Dow Jones and the Associated Press have requested the release of the affidavits Patrick Fitzgerald filed with the D.C. Circuit Court of Appeals arguing that reporters be compelled to testify about their conversations with Scooter Libby or face jail time. Judith Miller spend 85 days in jail before she finally testified. Fitzgerald is fighting the release.
By demanding that the reporters betray their sources, Mr. Fitzgerald caused a legal collision that went all the way to the Supreme Court. The public, the press and other prosecutors all have what the Dow Jones-AP motion calls "an undeniable and overwhelming public interest" in knowing the arguments and information that Mr. Fitzgerald made to the court.

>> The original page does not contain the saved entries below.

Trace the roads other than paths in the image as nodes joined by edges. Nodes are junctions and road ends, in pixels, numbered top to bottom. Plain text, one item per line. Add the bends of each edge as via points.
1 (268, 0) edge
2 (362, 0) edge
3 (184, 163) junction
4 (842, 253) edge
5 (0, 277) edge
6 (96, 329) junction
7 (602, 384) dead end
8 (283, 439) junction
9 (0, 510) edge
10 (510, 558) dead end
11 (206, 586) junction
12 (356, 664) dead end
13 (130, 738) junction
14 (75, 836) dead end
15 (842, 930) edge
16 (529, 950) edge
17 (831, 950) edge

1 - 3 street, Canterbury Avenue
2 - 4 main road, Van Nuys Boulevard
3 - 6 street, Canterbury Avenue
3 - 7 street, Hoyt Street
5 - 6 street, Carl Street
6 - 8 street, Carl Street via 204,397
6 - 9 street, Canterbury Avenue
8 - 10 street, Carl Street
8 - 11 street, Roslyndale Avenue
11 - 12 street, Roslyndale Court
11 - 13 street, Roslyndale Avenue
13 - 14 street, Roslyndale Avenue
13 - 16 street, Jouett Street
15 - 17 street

His demand and the D.C. Circuit ruling set a precedent that may well encourage other prosecutors to force journalists to betray their sources too. His effort also appeared, at least to us, to violate long-standing Justice Department guidelines concerning such pursuit of journalists. His pursuit is all the more puzzling in retrospect because we now know that Mr. Fitzgerald already knew--at the time he was demanding that the reporters betray their sources--that the real leaker was Richard Armitage, not Mr. Libby.
The two reporters he subpoenaed and their lawyers did not know this at the time, however, and if they had it might have changed their arguments or decisions.